- [What to do]: Give the records again in full, exactly as they appear, but without the pictures.

··· Supplied data

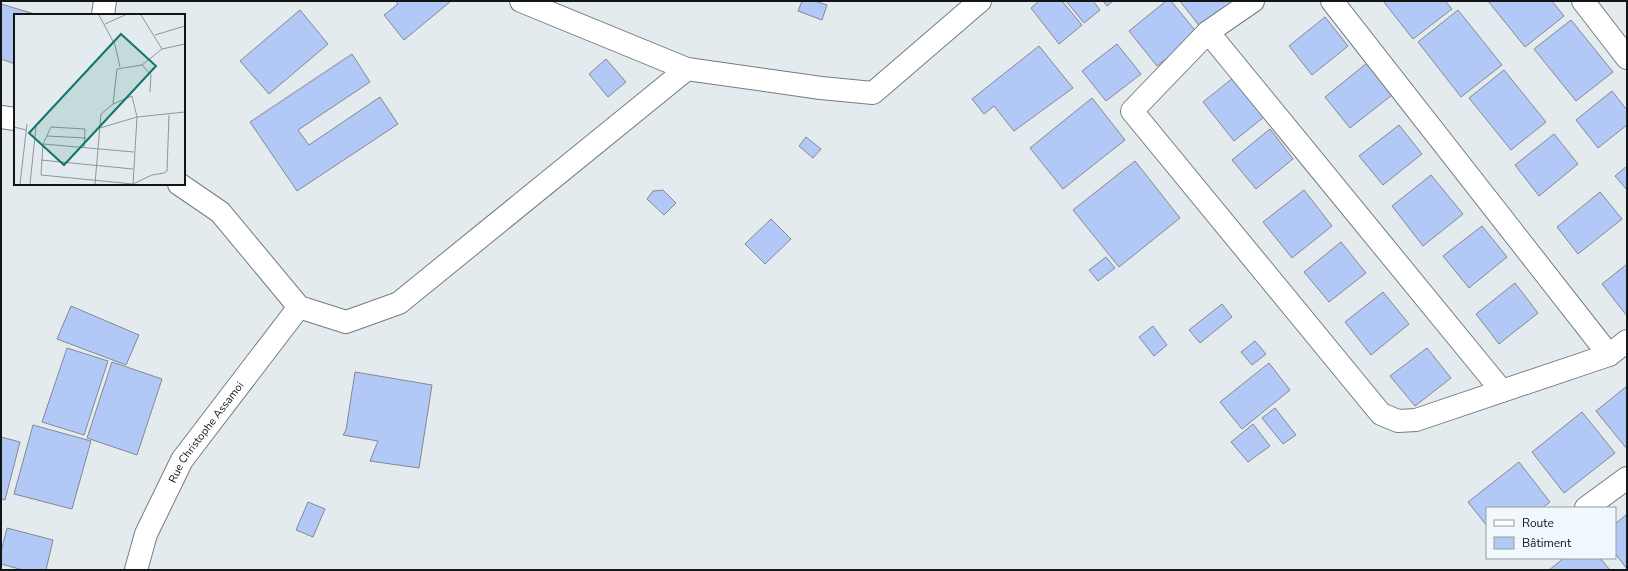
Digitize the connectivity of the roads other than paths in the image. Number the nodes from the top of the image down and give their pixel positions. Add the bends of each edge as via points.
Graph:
1 (105, 1) edge
2 (521, 1) edge
3 (980, 1) edge
4 (1253, 1) edge
5 (1332, 1) edge
6 (1583, 1) edge
7 (103, 14) edge
8 (1208, 32) junction
9 (1627, 58) edge
10 (687, 69) junction
11 (1, 117) edge
12 (14, 119) edge
13 (180, 185) edge
14 (299, 307) junction
15 (1627, 341) edge
16 (1609, 355) junction
17 (1502, 391) junction
18 (1627, 478) edge
19 (1587, 507) edge
20 (136, 570) edge

1 - 7 street
2 - 10 street
3 - 10 street via 873,93
4 - 8 street
5 - 16 street
6 - 9 street
8 - 17 street
8 - 17 street via 1132,111 1381,414 1398,421 1416,420
10 - 14 street via 399,303 346,322
11 - 12 street
13 - 14 street via 220,212
14 - 20 street, Rue Christophe Assamoi via 182,460 146,534
15 - 16 street
16 - 17 street
18 - 19 street

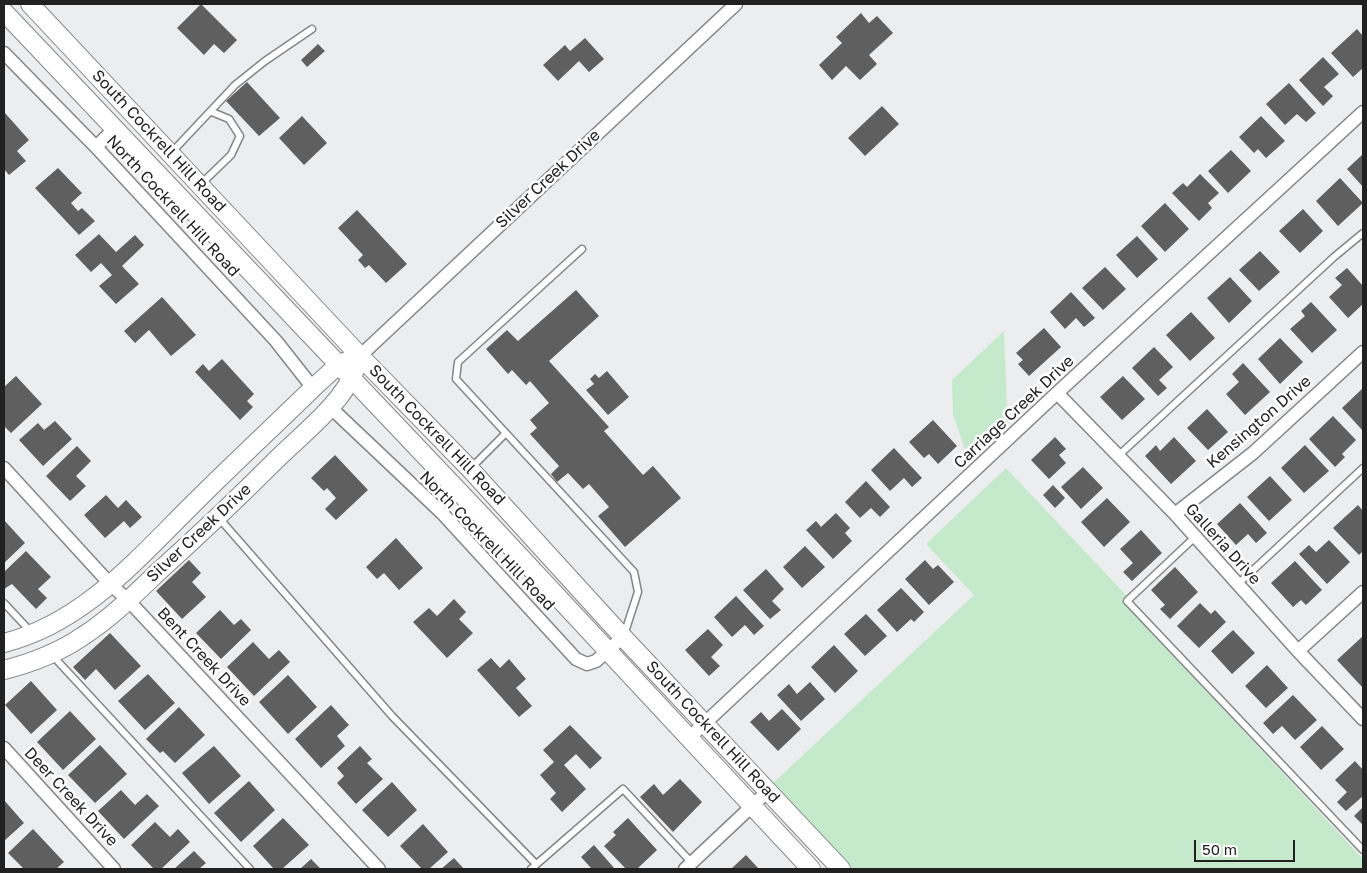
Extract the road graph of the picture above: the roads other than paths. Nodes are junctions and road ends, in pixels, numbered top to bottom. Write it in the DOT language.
graph roads {
  1 [pos="30,4"];
  2 [pos="736,4"];
  3 [pos="4,12"];
  4 [pos="312,29"];
  5 [pos="4,53"];
  6 [pos="212,112"];
  7 [pos="1363,112"];
  8 [pos="114,129"];
  9 [pos="96,147"];
  10 [pos="171,153"];
  11 [pos="200,184"];
  12 [pos="1363,233"];
  13 [pos="582,249"];
  14 [pos="1363,352"];
  15 [pos="360,356"];
  16 [pos="338,365"];
  17 [pos="352,380"];
  18 [pos="313,388"];
  19 [pos="1057,393"];
  20 [pos="330,407"];
  21 [pos="506,433"];
  22 [pos="1118,456"];
  23 [pos="4,468"];
  24 [pos="470,468"];
  25 [pos="1363,468"];
  26 [pos="1174,514"];
  27 [pos="218,517"];
  28 [pos="1195,537"];
  29 [pos="1238,584"];
  30 [pos="111,585"];
  31 [pos="1363,592"];
  32 [pos="128,600"];
  33 [pos="4,603"];
  34 [pos="33,633"];
  35 [pos="623,636"];
  36 [pos="4,643"];
  37 [pos="608,651"];
  38 [pos="1298,651"];
  39 [pos="50,653"];
  40 [pos="4,670"];
  41 [pos="1363,719"];
  42 [pos="705,724"];
  43 [pos="689,738"];
  44 [pos="4,748"];
  45 [pos="768,791"];
  46 [pos="752,806"];
  47 [pos="1363,850"];
  48 [pos="688,866"];
  49 [pos="534,867"];
  50 [pos="114,869"];
  51 [pos="250,869"];
  52 [pos="379,869"];
  53 [pos="812,869"];
  54 [pos="841,869"];
  1 -- 10 [label="main road, South Cockrell Hill Road"];
  2 -- 15 [label="street, Silver Creek Drive"];
  3 -- 8 [label="main road, South Cockrell Hill Road"];
  4 -- 6 [label="lane"];
  5 -- 9 [label="street, North Cockrell Hill Road"];
  6 -- 10 [label="lane"];
  6 -- 11 [label="lane"];
  7 -- 19 [label="street, Carriage Creek Drive"];
  8 -- 9 [label="street"];
  8 -- 16 [label="main road, South Cockrell Hill Road"];
  9 -- 18 [label="street, North Cockrell Hill Road"];
  10 -- 11 [label="main road, South Cockrell Hill Road"];
  11 -- 15 [label="main road, South Cockrell Hill Road"];
  12 -- 22 [label="lane"];
  13 -- 21 [label="lane"];
  14 -- 26 [label="street, Kensington Drive"];
  15 -- 16 [label="main road, Silver Creek Drive"];
  15 -- 17 [label="main road, Silver Creek Drive"];
  15 -- 24 [label="main road, South Cockrell Hill Road"];
  16 -- 17 [label="main road, South Cockrell Hill Road"];
  16 -- 18 [label="main road, Silver Creek Drive"];
  17 -- 20 [label="main road, Silver Creek Drive"];
  17 -- 37 [label="main road, South Cockrell Hill Road"];
  18 -- 30 [label="main road, Silver Creek Drive"];
  19 -- 22 [label="street, Galleria Drive"];
  19 -- 42 [label="street, Carriage Creek Drive"];
  20 -- 27 [label="main road, Silver Creek Drive"];
  20 -- 37 [label="street, North Cockrell Hill Road"];
  21 -- 24 [label="lane"];
  21 -- 35 [label="lane"];
  22 -- 26 [label="street, Galleria Drive"];
  23 -- 30 [label="street, Bent Creek Drive"];
  24 -- 35 [label="main road, South Cockrell Hill Road"];
  25 -- 29 [label="lane"];
  26 -- 28 [label="street, Galleria Drive"];
  27 -- 32 [label="main road, Silver Creek Drive"];
  27 -- 49 [label="lane"];
  28 -- 29 [label="street, Galleria Drive"];
  28 -- 47 [label="lane"];
  29 -- 38 [label="street, Galleria Drive"];
  30 -- 32 [label="street, Bent Creek Drive"];
  30 -- 34 [label="main road, Silver Creek Drive"];
  31 -- 38 [label="street"];
  32 -- 39 [label="main road, Silver Creek Drive"];
  32 -- 52 [label="street, Bent Creek Drive"];
  33 -- 34 [label="lane"];
  34 -- 36 [label="main road, Silver Creek Drive"];
  35 -- 37 [label="street, North Cockrell Hill Road"];
  35 -- 42 [label="main road, South Cockrell Hill Road"];
  37 -- 43 [label="main road, South Cockrell Hill Road"];
  38 -- 41 [label="street, Galleria Drive"];
  39 -- 40 [label="main road, Silver Creek Drive"];
  39 -- 51 [label="lane"];
  42 -- 43 [label="street, Carriage Creek Drive"];
  42 -- 45 [label="main road, South Cockrell Hill Road"];
  43 -- 46 [label="main road, South Cockrell Hill Road"];
  44 -- 50 [label="street, Deer Creek Drive"];
  45 -- 46 [label="street"];
  45 -- 54 [label="main road, South Cockrell Hill Road"];
  46 -- 48 [label="street"];
  46 -- 53 [label="main road, South Cockrell Hill Road"];
  48 -- 49 [label="lane"];
}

······

- [Output below]:
Digitize the connectivity of the roads other than paths in the image. Number the nodes from the top of the image down and give their pixel positions. Add the bends of each edge as via points.
Graph:
1 (105, 1) edge
2 (521, 1) edge
3 (980, 1) edge
4 (1253, 1) edge
5 (1332, 1) edge
6 (1583, 1) edge
7 (103, 14) edge
8 (1208, 32) junction
9 (1627, 58) edge
10 (687, 69) junction
11 (1, 117) edge
12 (14, 119) edge
13 (180, 185) edge
14 (299, 307) junction
15 (1627, 341) edge
16 (1609, 355) junction
17 (1502, 391) junction
18 (1627, 478) edge
19 (1587, 507) edge
20 (136, 570) edge

1 - 7 street
2 - 10 street
3 - 10 street via 873,93
4 - 8 street
5 - 16 street
6 - 9 street
8 - 17 street
8 - 17 street via 1132,111 1381,414 1398,421 1416,420
10 - 14 street via 399,303 346,322
11 - 12 street
13 - 14 street via 220,212
14 - 20 street, Rue Christophe Assamoi via 182,460 146,534
15 - 16 street
16 - 17 street
18 - 19 street

Extract the road graph of the picture above: the roads other than paths. Nodes are junctions and road ends, in pixels, numbered top to bottom. Write it in the DOT language.
graph roads {
  1 [pos="30,4"];
  2 [pos="736,4"];
  3 [pos="4,12"];
  4 [pos="312,29"];
  5 [pos="4,53"];
  6 [pos="212,112"];
  7 [pos="1363,112"];
  8 [pos="114,129"];
  9 [pos="96,147"];
  10 [pos="171,153"];
  11 [pos="200,184"];
  12 [pos="1363,233"];
  13 [pos="582,249"];
  14 [pos="1363,352"];
  15 [pos="360,356"];
  16 [pos="338,365"];
  17 [pos="352,380"];
  18 [pos="313,388"];
  19 [pos="1057,393"];
  20 [pos="330,407"];
  21 [pos="506,433"];
  22 [pos="1118,456"];
  23 [pos="4,468"];
  24 [pos="470,468"];
  25 [pos="1363,468"];
  26 [pos="1174,514"];
  27 [pos="218,517"];
  28 [pos="1195,537"];
  29 [pos="1238,584"];
  30 [pos="111,585"];
  31 [pos="1363,592"];
  32 [pos="128,600"];
  33 [pos="4,603"];
  34 [pos="33,633"];
  35 [pos="623,636"];
  36 [pos="4,643"];
  37 [pos="608,651"];
  38 [pos="1298,651"];
  39 [pos="50,653"];
  40 [pos="4,670"];
  41 [pos="1363,719"];
  42 [pos="705,724"];
  43 [pos="689,738"];
  44 [pos="4,748"];
  45 [pos="768,791"];
  46 [pos="752,806"];
  47 [pos="1363,850"];
  48 [pos="688,866"];
  49 [pos="534,867"];
  50 [pos="114,869"];
  51 [pos="250,869"];
  52 [pos="379,869"];
  53 [pos="812,869"];
  54 [pos="841,869"];
  1 -- 10 [label="main road, South Cockrell Hill Road"];
  2 -- 15 [label="street, Silver Creek Drive"];
  3 -- 8 [label="main road, South Cockrell Hill Road"];
  4 -- 6 [label="lane"];
  5 -- 9 [label="street, North Cockrell Hill Road"];
  6 -- 10 [label="lane"];
  6 -- 11 [label="lane"];
  7 -- 19 [label="street, Carriage Creek Drive"];
  8 -- 9 [label="street"];
  8 -- 16 [label="main road, South Cockrell Hill Road"];
  9 -- 18 [label="street, North Cockrell Hill Road"];
  10 -- 11 [label="main road, South Cockrell Hill Road"];
  11 -- 15 [label="main road, South Cockrell Hill Road"];
  12 -- 22 [label="lane"];
  13 -- 21 [label="lane"];
  14 -- 26 [label="street, Kensington Drive"];
  15 -- 16 [label="main road, Silver Creek Drive"];
  15 -- 17 [label="main road, Silver Creek Drive"];
  15 -- 24 [label="main road, South Cockrell Hill Road"];
  16 -- 17 [label="main road, South Cockrell Hill Road"];
  16 -- 18 [label="main road, Silver Creek Drive"];
  17 -- 20 [label="main road, Silver Creek Drive"];
  17 -- 37 [label="main road, South Cockrell Hill Road"];
  18 -- 30 [label="main road, Silver Creek Drive"];
  19 -- 22 [label="street, Galleria Drive"];
  19 -- 42 [label="street, Carriage Creek Drive"];
  20 -- 27 [label="main road, Silver Creek Drive"];
  20 -- 37 [label="street, North Cockrell Hill Road"];
  21 -- 24 [label="lane"];
  21 -- 35 [label="lane"];
  22 -- 26 [label="street, Galleria Drive"];
  23 -- 30 [label="street, Bent Creek Drive"];
  24 -- 35 [label="main road, South Cockrell Hill Road"];
  25 -- 29 [label="lane"];
  26 -- 28 [label="street, Galleria Drive"];
  27 -- 32 [label="main road, Silver Creek Drive"];
  27 -- 49 [label="lane"];
  28 -- 29 [label="street, Galleria Drive"];
  28 -- 47 [label="lane"];
  29 -- 38 [label="street, Galleria Drive"];
  30 -- 32 [label="street, Bent Creek Drive"];
  30 -- 34 [label="main road, Silver Creek Drive"];
  31 -- 38 [label="street"];
  32 -- 39 [label="main road, Silver Creek Drive"];
  32 -- 52 [label="street, Bent Creek Drive"];
  33 -- 34 [label="lane"];
  34 -- 36 [label="main road, Silver Creek Drive"];
  35 -- 37 [label="street, North Cockrell Hill Road"];
  35 -- 42 [label="main road, South Cockrell Hill Road"];
  37 -- 43 [label="main road, South Cockrell Hill Road"];
  38 -- 41 [label="street, Galleria Drive"];
  39 -- 40 [label="main road, Silver Creek Drive"];
  39 -- 51 [label="lane"];
  42 -- 43 [label="street, Carriage Creek Drive"];
  42 -- 45 [label="main road, South Cockrell Hill Road"];
  43 -- 46 [label="main road, South Cockrell Hill Road"];
  44 -- 50 [label="street, Deer Creek Drive"];
  45 -- 46 [label="street"];
  45 -- 54 [label="main road, South Cockrell Hill Road"];
  46 -- 48 [label="street"];
  46 -- 53 [label="main road, South Cockrell Hill Road"];
  48 -- 49 [label="lane"];
}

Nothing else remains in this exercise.